Directions for this task
Give the data again in its entirety, exactly as provided.

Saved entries
===============

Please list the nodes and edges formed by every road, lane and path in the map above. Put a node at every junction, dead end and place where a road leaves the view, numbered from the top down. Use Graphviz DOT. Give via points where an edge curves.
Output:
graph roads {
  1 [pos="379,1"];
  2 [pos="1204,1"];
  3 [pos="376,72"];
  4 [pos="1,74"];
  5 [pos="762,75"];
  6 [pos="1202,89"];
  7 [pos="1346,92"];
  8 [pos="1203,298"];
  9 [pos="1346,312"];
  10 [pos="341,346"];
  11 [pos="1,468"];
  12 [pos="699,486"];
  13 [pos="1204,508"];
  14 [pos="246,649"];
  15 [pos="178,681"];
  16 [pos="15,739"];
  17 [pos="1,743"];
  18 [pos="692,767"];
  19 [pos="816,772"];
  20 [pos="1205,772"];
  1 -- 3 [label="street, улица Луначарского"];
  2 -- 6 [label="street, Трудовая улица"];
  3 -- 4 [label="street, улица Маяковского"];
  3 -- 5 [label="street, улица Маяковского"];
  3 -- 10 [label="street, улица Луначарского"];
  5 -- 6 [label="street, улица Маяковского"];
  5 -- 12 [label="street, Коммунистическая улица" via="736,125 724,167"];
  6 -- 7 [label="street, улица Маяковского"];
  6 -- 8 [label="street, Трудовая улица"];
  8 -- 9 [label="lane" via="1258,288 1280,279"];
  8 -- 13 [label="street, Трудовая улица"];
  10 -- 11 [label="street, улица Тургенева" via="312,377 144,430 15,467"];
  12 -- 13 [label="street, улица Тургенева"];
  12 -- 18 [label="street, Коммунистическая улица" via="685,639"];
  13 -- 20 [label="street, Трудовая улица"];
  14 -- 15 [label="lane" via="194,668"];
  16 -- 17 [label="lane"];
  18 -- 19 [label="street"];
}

===============

Response area
Please list the nodes and edges formed by every road, lane and path in the map above. Put a node at every junction, dead end and place where a road leaves the view, numbered from the top down. Use Graphviz DOT. Give via points where an edge curves.
Output:
graph roads {
  1 [pos="379,1"];
  2 [pos="1204,1"];
  3 [pos="376,72"];
  4 [pos="1,74"];
  5 [pos="762,75"];
  6 [pos="1202,89"];
  7 [pos="1346,92"];
  8 [pos="1203,298"];
  9 [pos="1346,312"];
  10 [pos="341,346"];
  11 [pos="1,468"];
  12 [pos="699,486"];
  13 [pos="1204,508"];
  14 [pos="246,649"];
  15 [pos="178,681"];
  16 [pos="15,739"];
  17 [pos="1,743"];
  18 [pos="692,767"];
  19 [pos="816,772"];
  20 [pos="1205,772"];
  1 -- 3 [label="street, улица Луначарского"];
  2 -- 6 [label="street, Трудовая улица"];
  3 -- 4 [label="street, улица Маяковского"];
  3 -- 5 [label="street, улица Маяковского"];
  3 -- 10 [label="street, улица Луначарского"];
  5 -- 6 [label="street, улица Маяковского"];
  5 -- 12 [label="street, Коммунистическая улица" via="736,125 724,167"];
  6 -- 7 [label="street, улица Маяковского"];
  6 -- 8 [label="street, Трудовая улица"];
  8 -- 9 [label="lane" via="1258,288 1280,279"];
  8 -- 13 [label="street, Трудовая улица"];
  10 -- 11 [label="street, улица Тургенева" via="312,377 144,430 15,467"];
  12 -- 13 [label="street, улица Тургенева"];
  12 -- 18 [label="street, Коммунистическая улица" via="685,639"];
  13 -- 20 [label="street, Трудовая улица"];
  14 -- 15 [label="lane" via="194,668"];
  16 -- 17 [label="lane"];
  18 -- 19 [label="street"];
}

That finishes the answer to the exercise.